Nouvelle règle n° 2 : assimiler (se concentrer)
Les introvertis et les centrovertis se sentent souvent mal à l’aise quand il s’agit de parler d’eux-mêmes. Ils sont d’avis que bien des questions sont des affaires personnelles. Il leur semblerait impensable d’entamer une relation en évoquant toutes leurs qualités. Pourtant, quand ils carburent à plein régime, les introvertis peuvent apprendre énormément de choses au sujet des personnes qu’ils viennent de rencontrer. L’assimilation de l’information leur permet d’établir des relations profondes et durables, tout en passant moins de temps à se faire valoir.
Notes de terrain : Les eaux calmes sont profondes
J’ai fait la connaissance de Luc à l’occasion d’un séminaire sur le leadership que j’animais pour 70 avocats. Le séminaire avait lieu dans un centre de villégiature luxueux situé au bord d’un lac. Durant le dîner d’ouverture, qui était servi à de grandes tables de banquet, Luc s’est montré tranquille et réservé.
Le matin du deuxième jour, la réunion devait se dérouler à l’extérieur. Comme elle exigeait un travail de préparation important, je suis arrivée tôt sur les lieux. Luc était le premier participant à se présenter — une bonne demi-heure avant le début du programme. Il a proposé de m’aider et s’y est mis avec entrain.
Je lui ai demandé ce qu’il avait fait la veille après le dîner. Un peu embarrassé, il m’a dit qu’il s’était assis près du lac et qu’il avait regardé l’eau. Comme s’il s’excusait, il m’a confié ceci : « Parfois, j’aime m’asseoir et regarder, tout simplement, le paysage. » Il a précisé que les échanges de banalités l’épuisaient et qu’il préférait passer seul les pauses entre les séances. S’il s’était présenté tôt ce matin-là, m’a-t-il dit, c’est qu’il avait pris son petit-déjeuner avant l’arrivée des autres. Il voulait se ménager un moment seul avec son journal, sans être dérangé par des collègues bien intentionnés qui viendraient se joindre à lui.

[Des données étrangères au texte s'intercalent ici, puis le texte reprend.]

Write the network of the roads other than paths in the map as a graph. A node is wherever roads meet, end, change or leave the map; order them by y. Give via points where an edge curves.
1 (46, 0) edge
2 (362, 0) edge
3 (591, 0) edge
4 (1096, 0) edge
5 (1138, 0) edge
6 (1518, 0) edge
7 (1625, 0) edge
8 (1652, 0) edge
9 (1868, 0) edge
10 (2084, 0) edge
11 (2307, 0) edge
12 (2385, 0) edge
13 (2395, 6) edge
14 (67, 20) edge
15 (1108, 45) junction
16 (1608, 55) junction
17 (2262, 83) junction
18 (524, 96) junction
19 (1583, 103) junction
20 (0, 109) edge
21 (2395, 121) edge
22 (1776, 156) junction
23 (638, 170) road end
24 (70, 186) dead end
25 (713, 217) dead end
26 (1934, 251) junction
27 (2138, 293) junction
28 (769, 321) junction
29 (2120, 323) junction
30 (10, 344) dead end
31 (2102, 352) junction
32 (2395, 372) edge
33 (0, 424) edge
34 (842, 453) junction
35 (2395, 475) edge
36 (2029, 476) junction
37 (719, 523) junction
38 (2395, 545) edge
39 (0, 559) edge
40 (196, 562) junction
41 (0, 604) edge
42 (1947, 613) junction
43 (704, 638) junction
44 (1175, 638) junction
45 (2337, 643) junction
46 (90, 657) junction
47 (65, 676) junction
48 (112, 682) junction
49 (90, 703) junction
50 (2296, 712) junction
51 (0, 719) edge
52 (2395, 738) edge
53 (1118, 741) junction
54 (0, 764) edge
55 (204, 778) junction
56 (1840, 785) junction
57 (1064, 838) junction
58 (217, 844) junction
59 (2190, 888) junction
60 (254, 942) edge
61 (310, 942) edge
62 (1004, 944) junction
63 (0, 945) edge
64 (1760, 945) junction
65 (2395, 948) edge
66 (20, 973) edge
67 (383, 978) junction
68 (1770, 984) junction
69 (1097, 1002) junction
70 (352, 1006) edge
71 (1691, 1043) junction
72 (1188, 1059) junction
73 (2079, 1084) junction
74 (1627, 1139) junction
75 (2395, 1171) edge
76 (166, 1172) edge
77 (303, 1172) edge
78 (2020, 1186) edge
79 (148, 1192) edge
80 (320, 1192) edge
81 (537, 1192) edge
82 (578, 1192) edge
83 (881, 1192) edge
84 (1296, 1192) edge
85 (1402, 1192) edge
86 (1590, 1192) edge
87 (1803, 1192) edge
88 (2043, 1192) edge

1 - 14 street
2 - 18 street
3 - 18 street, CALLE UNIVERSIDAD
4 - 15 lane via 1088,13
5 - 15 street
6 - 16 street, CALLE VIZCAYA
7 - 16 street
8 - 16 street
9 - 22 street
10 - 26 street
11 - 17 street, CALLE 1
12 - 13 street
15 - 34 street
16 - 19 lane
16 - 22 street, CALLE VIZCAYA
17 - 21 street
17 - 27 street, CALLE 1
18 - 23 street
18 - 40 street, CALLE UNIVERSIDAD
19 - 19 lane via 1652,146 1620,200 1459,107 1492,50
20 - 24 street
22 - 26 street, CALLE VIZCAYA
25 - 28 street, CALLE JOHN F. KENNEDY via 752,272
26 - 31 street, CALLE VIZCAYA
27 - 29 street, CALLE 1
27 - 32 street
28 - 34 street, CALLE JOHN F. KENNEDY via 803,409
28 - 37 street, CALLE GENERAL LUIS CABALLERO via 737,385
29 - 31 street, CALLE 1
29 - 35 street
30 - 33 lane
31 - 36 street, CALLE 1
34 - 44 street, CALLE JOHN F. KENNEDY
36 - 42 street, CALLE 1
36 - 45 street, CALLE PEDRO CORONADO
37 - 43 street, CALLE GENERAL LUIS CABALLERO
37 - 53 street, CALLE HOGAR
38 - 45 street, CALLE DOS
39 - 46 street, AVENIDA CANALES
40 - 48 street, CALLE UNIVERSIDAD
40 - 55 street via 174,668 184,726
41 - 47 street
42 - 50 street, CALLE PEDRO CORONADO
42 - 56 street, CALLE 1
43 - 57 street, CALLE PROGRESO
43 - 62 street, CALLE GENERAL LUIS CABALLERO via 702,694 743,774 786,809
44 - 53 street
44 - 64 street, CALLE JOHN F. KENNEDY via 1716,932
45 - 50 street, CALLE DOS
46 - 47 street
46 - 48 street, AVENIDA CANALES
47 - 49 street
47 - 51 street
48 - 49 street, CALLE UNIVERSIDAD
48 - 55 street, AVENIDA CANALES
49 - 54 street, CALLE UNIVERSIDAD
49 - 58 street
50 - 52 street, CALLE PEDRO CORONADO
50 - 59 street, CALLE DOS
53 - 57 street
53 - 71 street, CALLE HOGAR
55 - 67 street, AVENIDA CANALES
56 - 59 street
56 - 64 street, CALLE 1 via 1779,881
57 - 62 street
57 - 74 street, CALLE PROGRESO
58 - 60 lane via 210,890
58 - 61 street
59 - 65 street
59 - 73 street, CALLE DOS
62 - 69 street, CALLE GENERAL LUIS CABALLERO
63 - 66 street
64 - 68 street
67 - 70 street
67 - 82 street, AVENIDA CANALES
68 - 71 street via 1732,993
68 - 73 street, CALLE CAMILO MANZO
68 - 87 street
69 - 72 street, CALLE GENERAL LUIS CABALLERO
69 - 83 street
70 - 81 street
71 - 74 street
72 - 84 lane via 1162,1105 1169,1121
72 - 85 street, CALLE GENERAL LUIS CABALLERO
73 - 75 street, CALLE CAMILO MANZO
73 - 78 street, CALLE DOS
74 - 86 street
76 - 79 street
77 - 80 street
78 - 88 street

Devenu plutôt loquace, Luc m’a expliqué que les gens devaient sans doute le trouver quelconque à première vue. Pourtant, il était clair, d’après notre conversation, qu’il était profond, perspicace et doté d’un bon sens de l’humour. J’ai appris par la suite que ces qualités avaient contribué à son succès professionnel. Luc était à la tête d’une équipe de cinq avocats et occupait une position de leadership enviée.
À la fin du programme, Luc m’a fourni un compte rendu détaillé du séminaire, avec ses feedbacks, ses réflexions et ses recommandations. Luc présente les caractéristiques d’un grand introverti. Il excelle dans les tête-à-tête. Il s’ouvre volontiers — quand il est certain que la situation s’y prête. On est d’autant plus satisfait de découvrir sa richesse intime qu’elle échappe au premier regard. Luc pense avant de parler et écrit avec une clarté exceptionnelle. Comme dans le cas d’un grand nombre d’introvertis, il faut apprendre à le connaître pour percer sa carapace. Quand nous permettons aux introvertis de se dévoiler à leur propre rythme, nous en sommes récompensés.
La question des questions
Si vous êtes introverti, exploitez à fond vos fabuleux talents. Les introvertis préfèrent, en général, poser des questions plutôt que révéler des renseignements personnels. Mettez en jeu votre grande capacité de concentration, associez à votre écoute approfondie des questions bien formulées, et vous n’aurez plus jamais la moindre peine à engager et tenir une discussion. En outre, votre sens aigu de l’observation, qui vous fait remarquer des choses subtiles, de nature verbale ou non verbale (regard, qualité de l’attention), vous permet aussi, au cours de vos échanges, d’amasser énormément de données tout en poursuivant votre réseautage.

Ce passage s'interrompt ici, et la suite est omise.